Fig. 2. Structural analysis of SARS-CoV-2 S trimers on intact virions.

(a) Structures of the prefusion (left) and postfusion (right) trimer from intact virions determined by subtomogram averaging. Structures are shown as transparent grey isosurfaces fitted with structures of the closed, prefusion trimer (PDB 6VXX) and the postfusion trimer (PDB 6XRA). One prefusion monomer is colored from blue (N terminus) to red (C terminus). The N-terminal domain is blue, the RBD appears cyan. The NTD does not fully occupy the EM density because some loops are not resolved or built in PDB 6VXX. (b) Three conformations of the prefusion trimer observed on intact virions: all RBDs in the closed position (left, fitted with PDB 6VXX); one RBD in the open position (center, fitted with PDB 6VYB); two RBDs in the open position (right, fitted with PDB 6X2B which lacks modelled glycans). The two-open conformation has only been observed in vitro after inserting multiple stabilizing mutations. S monomers with closed RBDs are green, and with open RBDs are blue. (c) Averaging of subsets of trimers grouped according to their orientation relative to the membrane shows flexibility in the stalk region. Examples are shown for pools centered at 0°, 30° and 60° from the perpendicular, and for two rotations of the trimer relative to the tilt direction. (d) 3D models of two individual SARS-CoV-2 virions with a membrane (blue) of the measured radius, and all spike proteins shown in the conformations, positions and orientations determined by subtomogram averaging. Different S conformations are distributed over the virion surface and can be tilted by up to ~90° relative to the membrane (Extended Data Fig. 1c,d).

Fig. 3. Structures of SARS-CoV-2 S trimers on intact virions by single particle reconstruction.

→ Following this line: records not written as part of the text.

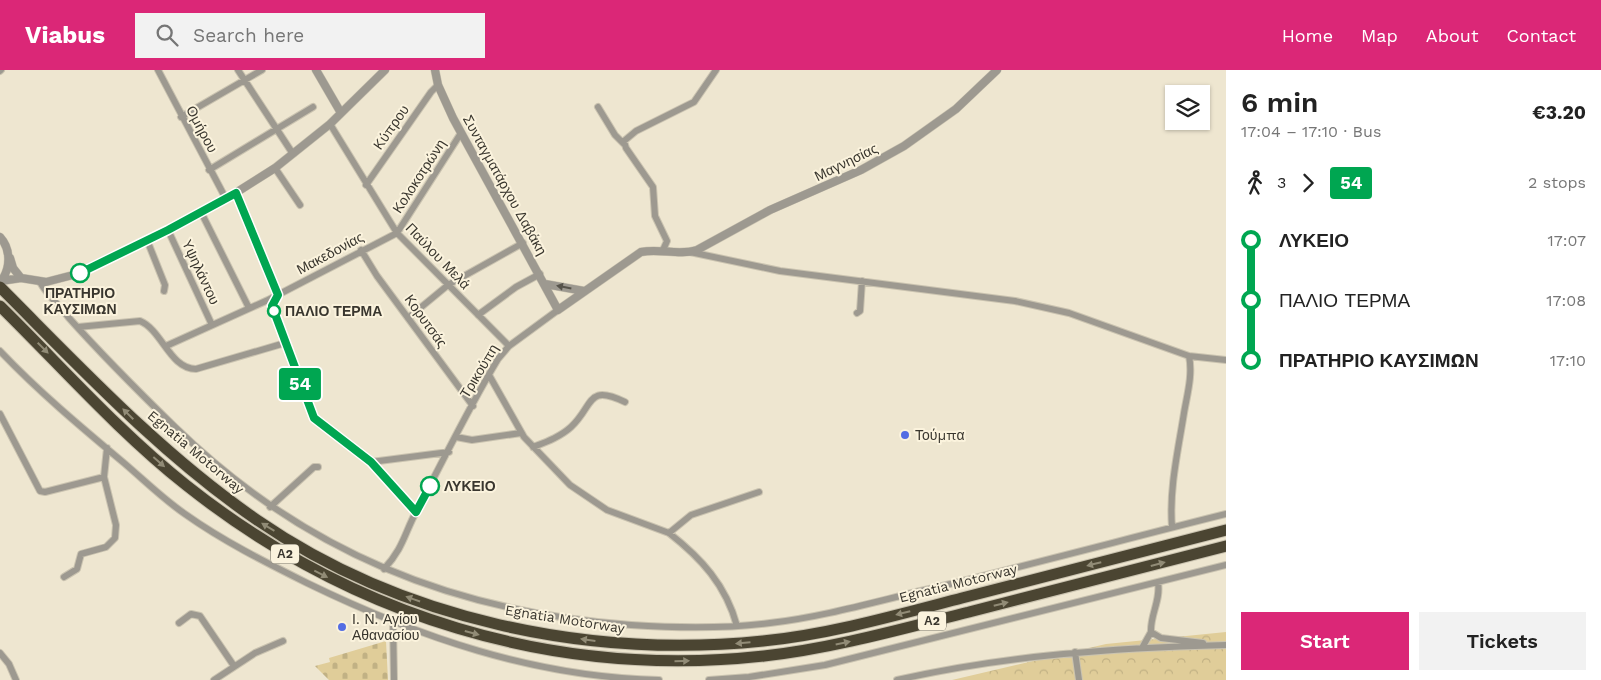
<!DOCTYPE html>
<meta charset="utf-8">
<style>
:root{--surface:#fff;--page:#f2f2f2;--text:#222;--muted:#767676;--accent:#db2777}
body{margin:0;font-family:"Work Sans",sans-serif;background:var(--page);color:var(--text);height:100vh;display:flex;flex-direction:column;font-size:19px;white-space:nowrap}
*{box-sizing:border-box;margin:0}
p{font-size:16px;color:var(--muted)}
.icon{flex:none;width:28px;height:28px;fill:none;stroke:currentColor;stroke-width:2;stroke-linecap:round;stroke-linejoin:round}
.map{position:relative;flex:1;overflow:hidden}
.panel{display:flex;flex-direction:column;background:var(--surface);width:375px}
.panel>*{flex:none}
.badge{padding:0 10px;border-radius:4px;font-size:18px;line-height:32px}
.buttons{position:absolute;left:1165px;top:15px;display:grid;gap:10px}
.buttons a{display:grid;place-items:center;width:45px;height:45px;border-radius:0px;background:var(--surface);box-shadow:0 1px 4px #0004;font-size:25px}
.map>.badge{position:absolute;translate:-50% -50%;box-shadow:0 0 0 2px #fff}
.legs{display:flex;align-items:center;gap:8px;height:55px;padding:0 15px;font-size:16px}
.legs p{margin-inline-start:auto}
.head{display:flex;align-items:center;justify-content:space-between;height:85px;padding:0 15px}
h1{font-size:28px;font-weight:600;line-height:38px}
.primary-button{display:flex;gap:10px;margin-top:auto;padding:10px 15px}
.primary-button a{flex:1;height:58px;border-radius:0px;background:var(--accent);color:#fff;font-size:20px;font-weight:600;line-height:58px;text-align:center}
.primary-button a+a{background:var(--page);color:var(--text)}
ul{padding:0 15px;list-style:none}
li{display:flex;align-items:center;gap:18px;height:60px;font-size:19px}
li i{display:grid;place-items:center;width:8px;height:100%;margin:0 6px;background:currentColor}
li i::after{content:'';width:12px;height:12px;margin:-6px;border:4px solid;border-radius:50%;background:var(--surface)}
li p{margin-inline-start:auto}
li:first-child i{background:linear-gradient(#0000 50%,currentColor 0)}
li:last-child i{background:linear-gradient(currentColor 50%,#0000 0)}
header{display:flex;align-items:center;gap:30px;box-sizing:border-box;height:70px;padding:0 25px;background:var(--accent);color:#fff}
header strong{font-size:24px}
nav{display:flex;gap:28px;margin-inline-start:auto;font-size:18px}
.search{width:350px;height:45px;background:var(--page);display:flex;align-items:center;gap:12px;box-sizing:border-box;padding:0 18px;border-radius:0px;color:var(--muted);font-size:19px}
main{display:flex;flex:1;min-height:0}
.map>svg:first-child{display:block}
.forest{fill:url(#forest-crowns)}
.cemetery{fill:url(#cemetery-stones)}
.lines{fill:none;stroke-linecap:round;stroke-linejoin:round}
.minor-casing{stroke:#cac3b0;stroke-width:8}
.tertiary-casing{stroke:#cac3b0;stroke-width:9}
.motorway-casing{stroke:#cac3b0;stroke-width:13}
.minor{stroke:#9d9990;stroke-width:6}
.tertiary{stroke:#9d9990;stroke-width:8}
.motorway{stroke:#4b4532;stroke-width:11}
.oneway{fill:#57544b}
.oneway2{fill:#918b76}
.line-1-casing{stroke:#fff;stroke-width:11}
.line-1{stroke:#00a651;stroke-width:8}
.stop-1-dot{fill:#fff;stroke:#00a651;stroke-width:2.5}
.poi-dot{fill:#546de3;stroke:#fbf3dd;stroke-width:2}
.labels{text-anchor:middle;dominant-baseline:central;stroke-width:4;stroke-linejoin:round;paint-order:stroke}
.shield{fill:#fbf3dd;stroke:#736f62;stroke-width:1}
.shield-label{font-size:12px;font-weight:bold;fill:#39362e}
.street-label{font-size:14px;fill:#39362e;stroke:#fbf3dd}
.stop-label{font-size:14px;font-weight:bold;fill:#39362e;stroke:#fbf3dd;text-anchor:start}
.poi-label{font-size:14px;fill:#39362e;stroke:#fbf3dd;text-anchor:start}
</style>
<header>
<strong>Viabus</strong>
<div class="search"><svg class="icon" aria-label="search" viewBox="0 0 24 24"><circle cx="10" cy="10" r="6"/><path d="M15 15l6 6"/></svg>Search here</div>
<nav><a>Home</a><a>Map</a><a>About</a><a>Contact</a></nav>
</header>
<main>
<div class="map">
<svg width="1226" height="610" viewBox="0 0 1226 610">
<defs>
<pattern id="forest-crowns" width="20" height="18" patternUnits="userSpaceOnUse" patternTransform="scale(1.25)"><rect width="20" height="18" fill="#e0cd99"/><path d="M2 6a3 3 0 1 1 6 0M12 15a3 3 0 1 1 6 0" fill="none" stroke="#c1b184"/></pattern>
<pattern id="cemetery-stones" width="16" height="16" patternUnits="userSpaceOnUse" patternTransform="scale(1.25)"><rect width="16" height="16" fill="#e0cd99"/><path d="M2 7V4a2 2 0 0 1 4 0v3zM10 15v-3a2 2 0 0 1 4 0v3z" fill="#c1b184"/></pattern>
</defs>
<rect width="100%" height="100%" fill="#eee6d0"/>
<!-- forest -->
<path class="forest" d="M1226 562V610H952L1106 574Z"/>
<!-- cemetery -->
<path class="cemetery" d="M386 571 388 610H329L315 596 330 592 329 588Z"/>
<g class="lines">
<!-- minor casing -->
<g class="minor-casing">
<path id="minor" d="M158 0 226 129
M238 0 293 84
M0 1 1 0
M598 37 615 65 624 74
M181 47 262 0
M330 54 397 163 509 276
M275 98 300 135
M209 100 313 37
M366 115 431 22 438 15
M236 123 278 225 272 236 313 348 371 392 416 442
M201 142 249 238
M168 160 212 255
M147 170 165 215 164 221
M361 180 377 206 473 336
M663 180 667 171 655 146 653 117 626 78 624 71 636 61 694 32 716 0
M690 182 780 201 1015 231 1069 243 1189 286 1226 290
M40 212C47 225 60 236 69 248 103 286 139 322 175 357 304 482 453 542 631 555 677 558 724 559 770 553 822 547 874 532 925 520 1026 496 1126 469 1226 444
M857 243 860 241 862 211
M478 245 516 217 540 204
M408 248 448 215 523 173
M78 257 140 251C162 260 170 299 196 299L285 273
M166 276 268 230 397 163 461 63
M0 281C38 321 81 357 124 393 144 410 163 429 185 444 223 471 265 492 307 513 418 567 534 607 659 610
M489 305 524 367 570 415 607 440 669 463C701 488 726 515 737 556
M0 344 40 421 45 422 104 407 107 378
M456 367 472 370 521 363
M533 377C546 372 560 367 571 357 594 336 586 313 625 332
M371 392 449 382
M270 437 314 397H318
M1172 457C1169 419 1178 381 1184 343 1187 325 1193 305 1189 286
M669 463 691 445 759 422
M384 499C404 477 404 464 417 440 444 389 469 337 498 289L509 276 558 240
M64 507 77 499 81 484 106 477 115 468 116 455 104 407
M1158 513C1161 530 1150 545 1151 562L1161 568 1203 573
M393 552 394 610
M179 553 191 544 200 546 234 596
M1142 578 1151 562
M1075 582 1079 610
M0 583 9 594 16 610
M214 610 255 583 283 571
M709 610 749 607 825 595 1226 495
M897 610C1006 585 1115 578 1226 575"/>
</g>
<!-- tertiary casing -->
<g class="tertiary-casing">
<path id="tertiary" d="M316 0 341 43
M435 0 438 15 453 48 558 240 641 182C660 178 679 186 697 180L770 140 861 100 904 76 956 39 997 0
M0 167C11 179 11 198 1 211
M10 188 13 198 21 208
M1 211 21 208 46 212 73 205 168 160 226 129 275 98 330 54 385 0
M545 214 584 221"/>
</g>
<!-- motorway casing -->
<g class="motorway-casing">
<path id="motorway" d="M0 217C82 299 161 384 257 450 402 550 589 589 763 571 831 564 897 545 962 528 1050 505 1138 483 1226 460
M0 236C61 296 119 362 186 415 351 546 553 609 764 586 834 578 901 559 969 542 1055 520 1141 498 1226 476"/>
</g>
<!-- minor -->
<use href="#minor" class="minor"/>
<!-- tertiary -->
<use href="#tertiary" class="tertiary"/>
<!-- motorway -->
<use href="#motorway" class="motorway"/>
</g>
<!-- one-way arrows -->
<defs><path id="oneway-solid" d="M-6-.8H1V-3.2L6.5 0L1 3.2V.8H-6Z" transform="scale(1.25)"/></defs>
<use class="oneway" href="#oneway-solid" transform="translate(564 217) rotate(-169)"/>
<g class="oneway2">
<use href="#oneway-solid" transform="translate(43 278) rotate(45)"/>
<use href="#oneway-solid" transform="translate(128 344) rotate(-135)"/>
<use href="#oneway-solid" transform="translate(159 392) rotate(41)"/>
<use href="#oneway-solid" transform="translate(268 457) rotate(-149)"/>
<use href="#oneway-solid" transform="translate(1094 494) rotate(166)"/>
<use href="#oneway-solid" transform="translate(1158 494) rotate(-15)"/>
<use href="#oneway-solid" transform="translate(321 504) rotate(27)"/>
<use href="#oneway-solid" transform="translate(413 529) rotate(-161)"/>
<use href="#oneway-solid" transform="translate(1001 534) rotate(-14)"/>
<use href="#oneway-solid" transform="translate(903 543) rotate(166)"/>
<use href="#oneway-solid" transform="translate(472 563) rotate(15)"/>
<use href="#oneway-solid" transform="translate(588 570) rotate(-172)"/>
<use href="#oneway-solid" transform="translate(743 573) rotate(175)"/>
<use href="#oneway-solid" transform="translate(843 573) rotate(-12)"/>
<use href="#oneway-solid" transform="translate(682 591) rotate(-1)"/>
</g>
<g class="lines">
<!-- line-1 casing -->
<g class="line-1-casing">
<path id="line-1" d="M80 203 168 160 236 123 278 225 272 236 314 348 371 392 416 442 430 416"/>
</g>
<!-- line-1 -->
<use href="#line-1" class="line-1"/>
</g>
<!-- markers -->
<g class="stop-1-dot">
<circle cx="80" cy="203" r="9"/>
<circle cx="274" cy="241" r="6"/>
<circle cx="430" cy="416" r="9"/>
</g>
<g class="poi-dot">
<circle cx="905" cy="365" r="5"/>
<circle cx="342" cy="557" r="5"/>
</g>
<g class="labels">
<!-- shield labels -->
<g class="shield">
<rect x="271" y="474.5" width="28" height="19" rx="4"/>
<rect x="918" y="541.5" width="28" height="19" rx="4"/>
</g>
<g class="shield-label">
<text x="285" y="484">Α2</text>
<text x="932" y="551">Α2</text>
</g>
<!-- street labels -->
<g class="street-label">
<text transform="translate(391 57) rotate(-55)">Κύπρου</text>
<text transform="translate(202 59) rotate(62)">Ομήρου</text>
<text transform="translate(846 92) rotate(-26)">Μαγνησίας</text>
<text transform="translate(419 106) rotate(-57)">Κολοκοτρώνη</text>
<text transform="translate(505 115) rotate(61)">Συνταγματάρχου Δαβάκη</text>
<text transform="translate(330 183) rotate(-28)">Μακεδονίας</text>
<text transform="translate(438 186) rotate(46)">Παύλου Μελά</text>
<text transform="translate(201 202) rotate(65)">Υψηλάντου</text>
<text transform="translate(426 251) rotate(54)">Κορυτσάς</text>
<text transform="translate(479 301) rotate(-59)">Τρικούπη</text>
<text transform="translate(196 382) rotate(40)">Egnatia Motorway</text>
<text transform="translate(958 513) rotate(-14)">Egnatia Motorway</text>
<text transform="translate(565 549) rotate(9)">Egnatia Motorway</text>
</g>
<!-- stop labels -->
<g class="stop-label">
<text x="80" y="223" text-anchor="middle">ΠΡΑΤΗΡΙΟ<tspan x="80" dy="16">ΚΑΥΣΙΜΩΝ</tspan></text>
<text x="285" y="241">ΠΑΛΙΟ ΤΕΡΜΑ</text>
<text x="444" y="416">ΛΥΚΕΙΟ</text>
</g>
<!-- poi labels -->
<g class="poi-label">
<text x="915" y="365">Τούμπα</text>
<text x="352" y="549">Ι. Ν. Αγίου<tspan x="352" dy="16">Αθανασίου</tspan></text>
</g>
</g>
</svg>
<div class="buttons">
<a><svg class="icon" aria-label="layers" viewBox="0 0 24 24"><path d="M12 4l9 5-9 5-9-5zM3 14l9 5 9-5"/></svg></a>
</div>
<b class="badge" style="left:300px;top:314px;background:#00a651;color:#fff">54</b>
</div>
<section class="panel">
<div class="head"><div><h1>6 min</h1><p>17:04 – 17:10 · Bus</p></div><b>€3.20</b></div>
<div class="legs"><svg class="icon" aria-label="walk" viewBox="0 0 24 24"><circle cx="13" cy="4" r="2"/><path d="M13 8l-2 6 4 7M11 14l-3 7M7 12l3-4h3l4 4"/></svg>3<svg class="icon" aria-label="forward" viewBox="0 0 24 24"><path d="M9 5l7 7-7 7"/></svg><b class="badge" style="background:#00a651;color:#fff">54</b><p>2 stops</p></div>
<ul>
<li><i style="color:#00a651"></i><b>ΛΥΚΕΙΟ</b><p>17:07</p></li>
<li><i style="color:#00a651"></i><span>ΠΑΛΙΟ ΤΕΡΜΑ</span><p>17:08</p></li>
<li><i style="color:#00a651"></i><b>ΠΡΑΤΗΡΙΟ ΚΑΥΣΙΜΩΝ</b><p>17:10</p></li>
</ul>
<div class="primary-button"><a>Start</a><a>Tickets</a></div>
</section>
</main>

(a) Top and side views of trimers with three closed RBDs (left, 3.5 Å resolution) and one weaker RBD (right, 4.1 Å resolution). Compare the left and right panels to see the weaker density for the RBD from the green monomer in the region indicated by the red arrowheads. Individual monomers are coloured white, blue and green. (B) Glycosylation profile of the S protein. Colour scheme as in (a), glycans are shown in orange. Boxes indicates the regions shown in c and d. (c) Close up of the base of the trimer at lower isosurface threshold to highlight the glycan ring and the extended C-terminal density. (d) Close up of the region of the spike where the D614G variation abolishes a salt bridge to 854K.